» DIRECTIONS:
Whenever the string "Format" appears in a line below, please copy the line out.

» MATERIAL FOR THE TASK:
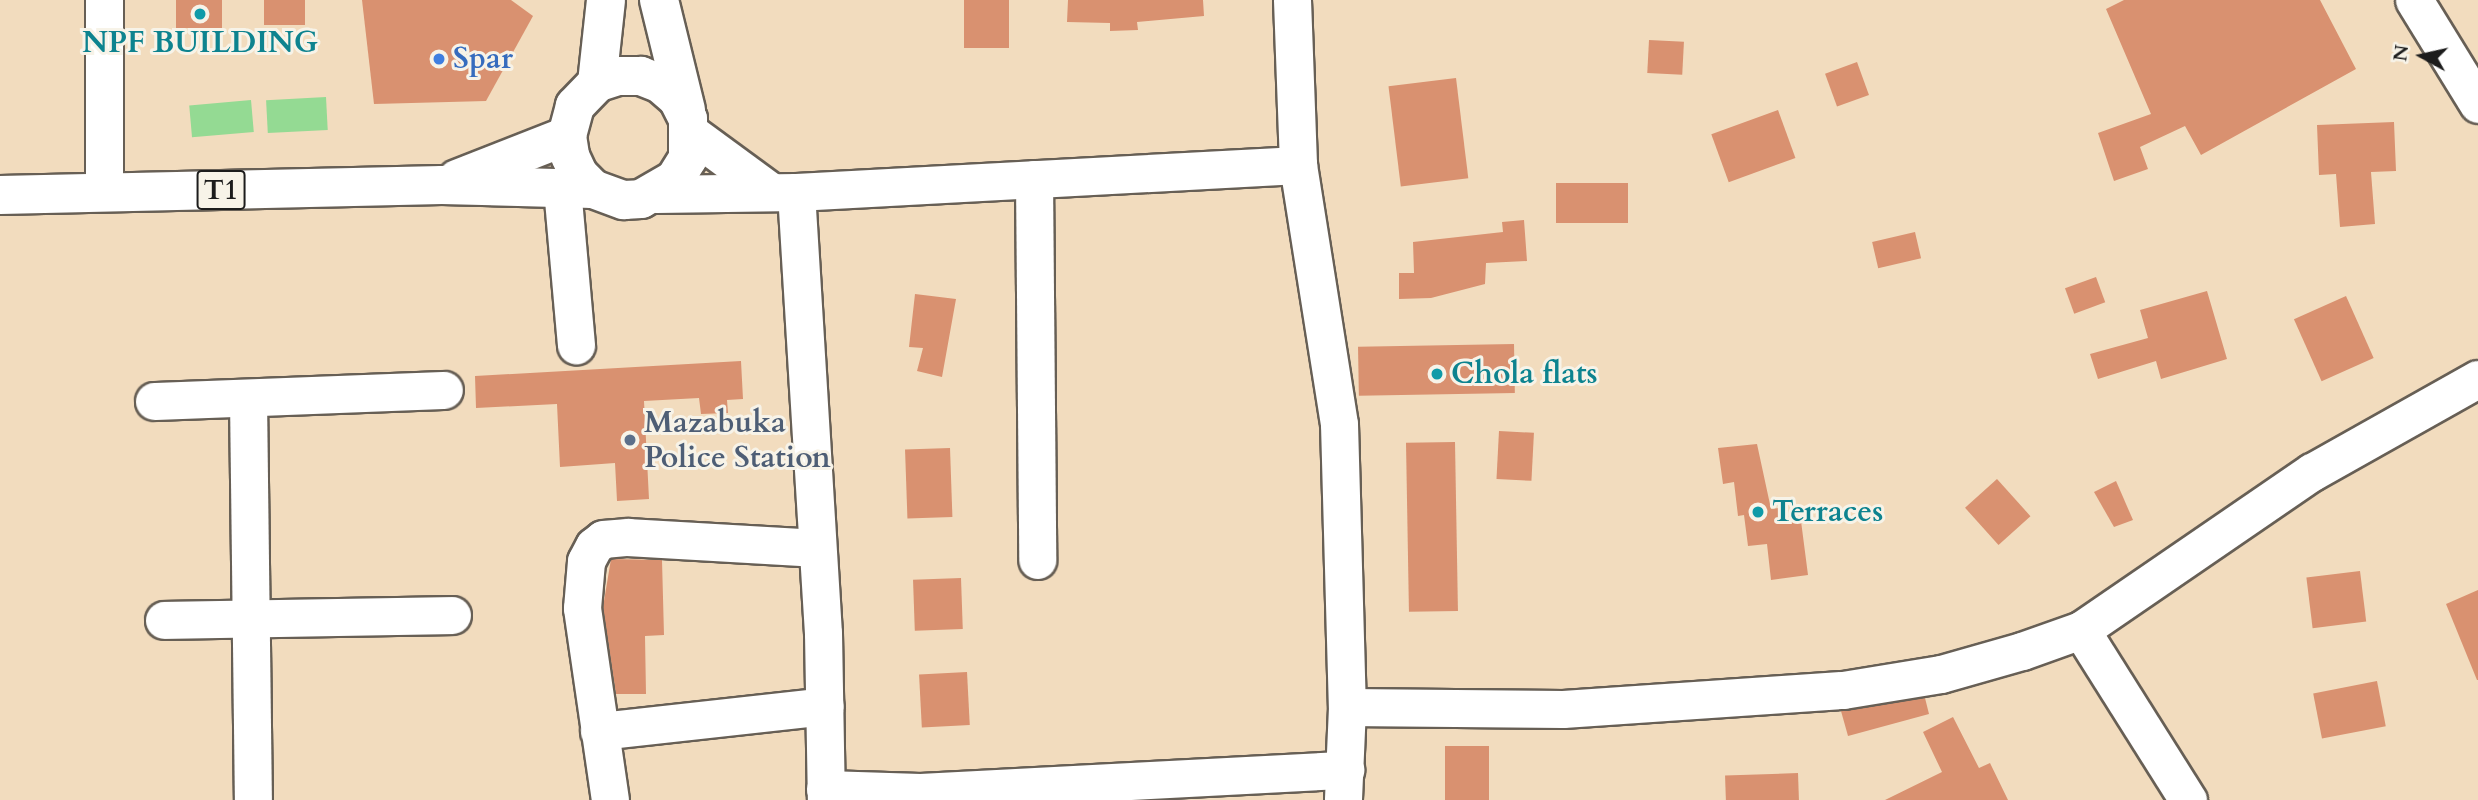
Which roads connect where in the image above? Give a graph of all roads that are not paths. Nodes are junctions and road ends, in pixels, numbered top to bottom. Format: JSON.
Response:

--

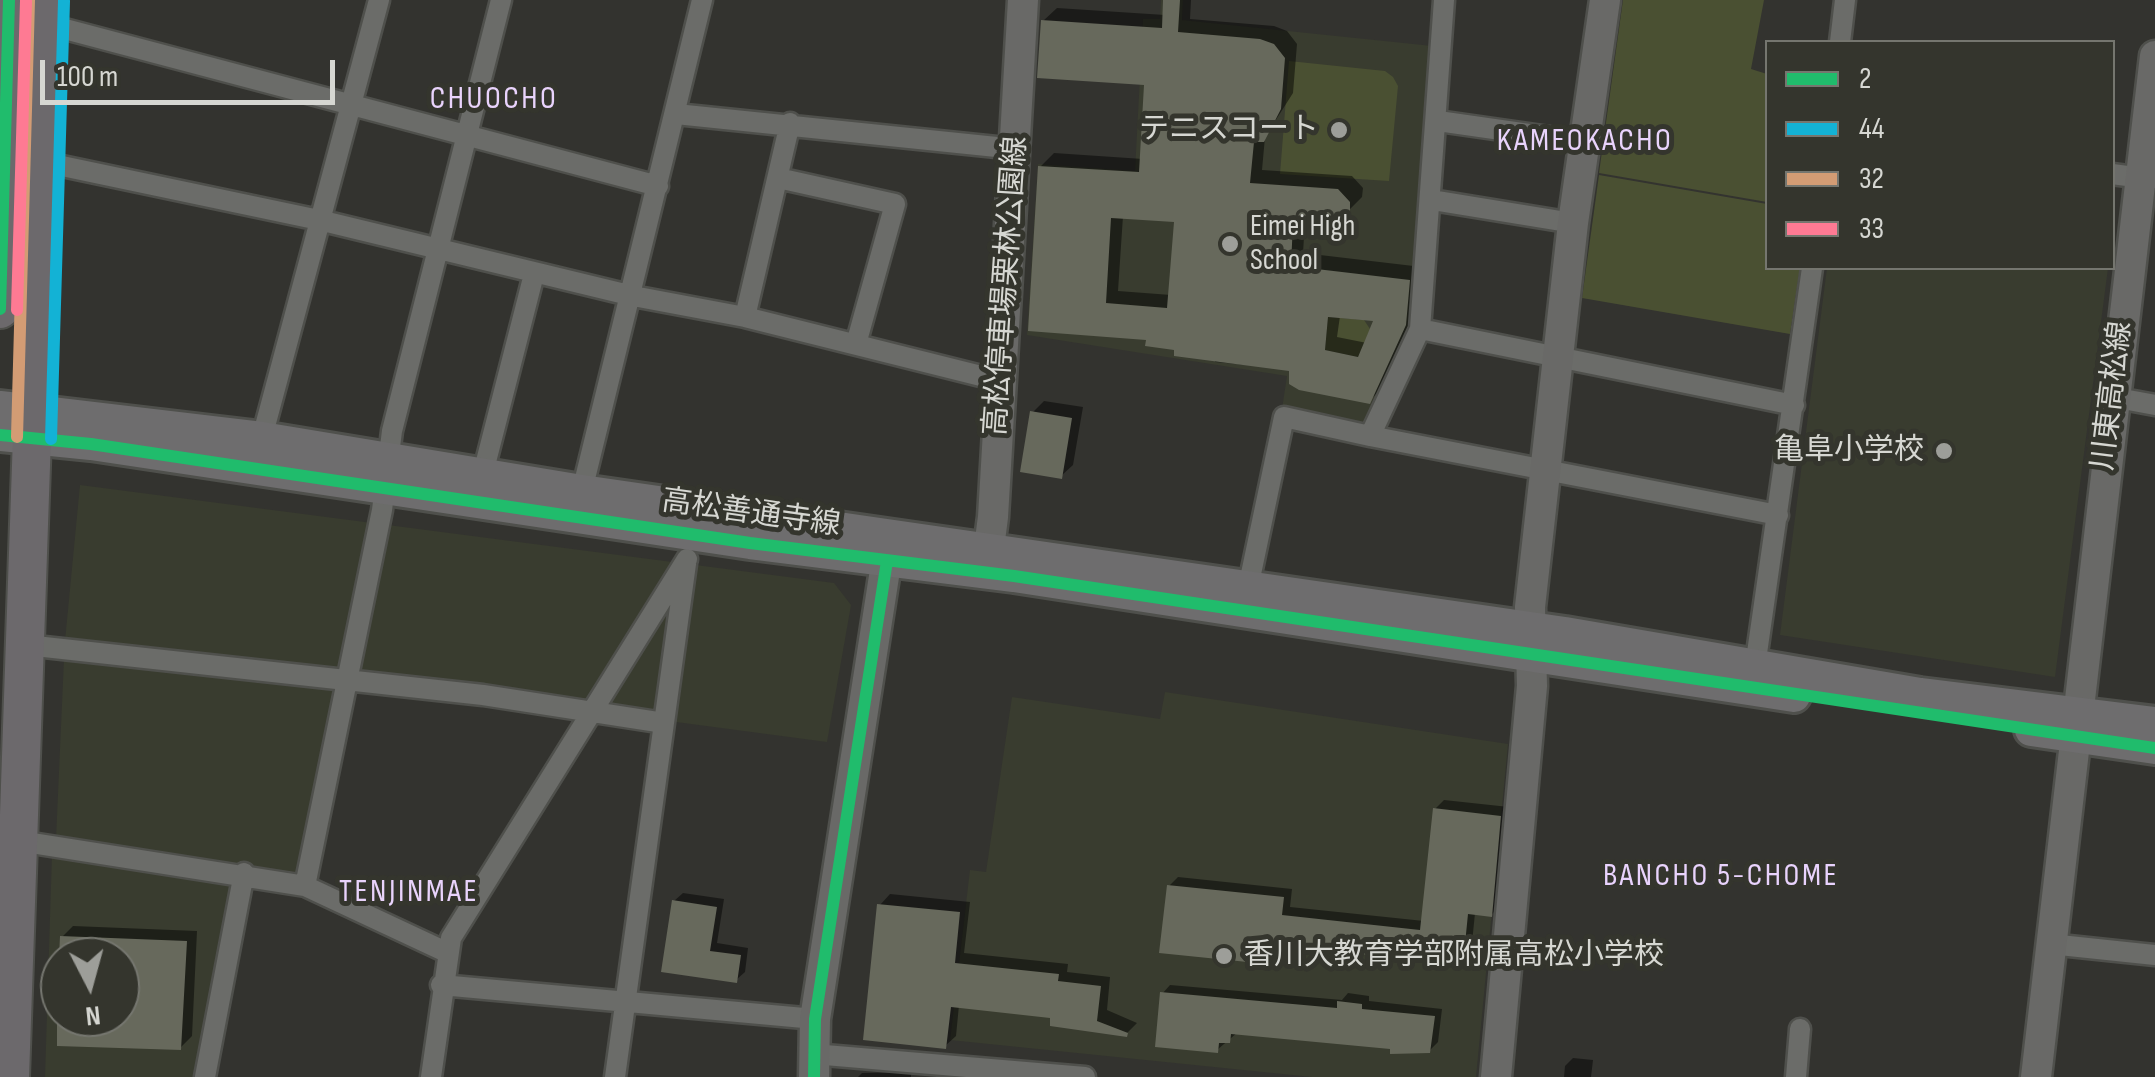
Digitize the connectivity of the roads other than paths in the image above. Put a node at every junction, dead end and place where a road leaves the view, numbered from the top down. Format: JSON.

--

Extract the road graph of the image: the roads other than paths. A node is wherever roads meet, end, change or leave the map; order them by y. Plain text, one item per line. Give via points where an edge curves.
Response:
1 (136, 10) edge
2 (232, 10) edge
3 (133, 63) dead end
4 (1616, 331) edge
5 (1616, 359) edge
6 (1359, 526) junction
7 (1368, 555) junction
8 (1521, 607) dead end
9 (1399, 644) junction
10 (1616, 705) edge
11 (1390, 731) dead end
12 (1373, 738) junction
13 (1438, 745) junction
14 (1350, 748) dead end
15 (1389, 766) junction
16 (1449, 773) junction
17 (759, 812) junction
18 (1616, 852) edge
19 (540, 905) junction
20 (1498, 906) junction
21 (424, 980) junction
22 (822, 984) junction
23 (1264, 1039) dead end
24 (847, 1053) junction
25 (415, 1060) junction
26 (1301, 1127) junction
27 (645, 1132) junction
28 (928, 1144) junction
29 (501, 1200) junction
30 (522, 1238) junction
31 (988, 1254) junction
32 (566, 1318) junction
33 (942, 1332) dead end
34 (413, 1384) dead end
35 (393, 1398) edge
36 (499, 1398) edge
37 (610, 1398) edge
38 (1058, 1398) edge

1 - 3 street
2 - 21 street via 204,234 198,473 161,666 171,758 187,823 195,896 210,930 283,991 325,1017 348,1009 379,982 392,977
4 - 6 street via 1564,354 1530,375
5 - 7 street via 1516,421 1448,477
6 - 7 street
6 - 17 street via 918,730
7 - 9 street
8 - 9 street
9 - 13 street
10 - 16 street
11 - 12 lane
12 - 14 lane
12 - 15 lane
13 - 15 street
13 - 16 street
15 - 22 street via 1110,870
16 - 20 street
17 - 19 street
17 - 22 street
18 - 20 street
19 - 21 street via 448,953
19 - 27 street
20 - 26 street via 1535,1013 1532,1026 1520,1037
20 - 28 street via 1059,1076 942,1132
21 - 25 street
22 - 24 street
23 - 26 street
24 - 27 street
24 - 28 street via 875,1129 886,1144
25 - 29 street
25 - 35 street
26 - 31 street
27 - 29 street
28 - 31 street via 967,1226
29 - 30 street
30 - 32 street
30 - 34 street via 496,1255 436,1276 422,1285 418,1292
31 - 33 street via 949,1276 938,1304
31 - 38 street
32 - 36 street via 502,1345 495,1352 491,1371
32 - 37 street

» EXERCISE SOLUTION:
Which roads connect where in the image above? Give a graph of all roads that are not paths. Nodes are junctions and road ends, in pixels, numbered top to bottom. Format: JSON.
Digitize the connectivity of the roads other than paths in the image above. Put a node at every junction, dead end and place where a road leaves the view, numbered from the top down. Format: JSON.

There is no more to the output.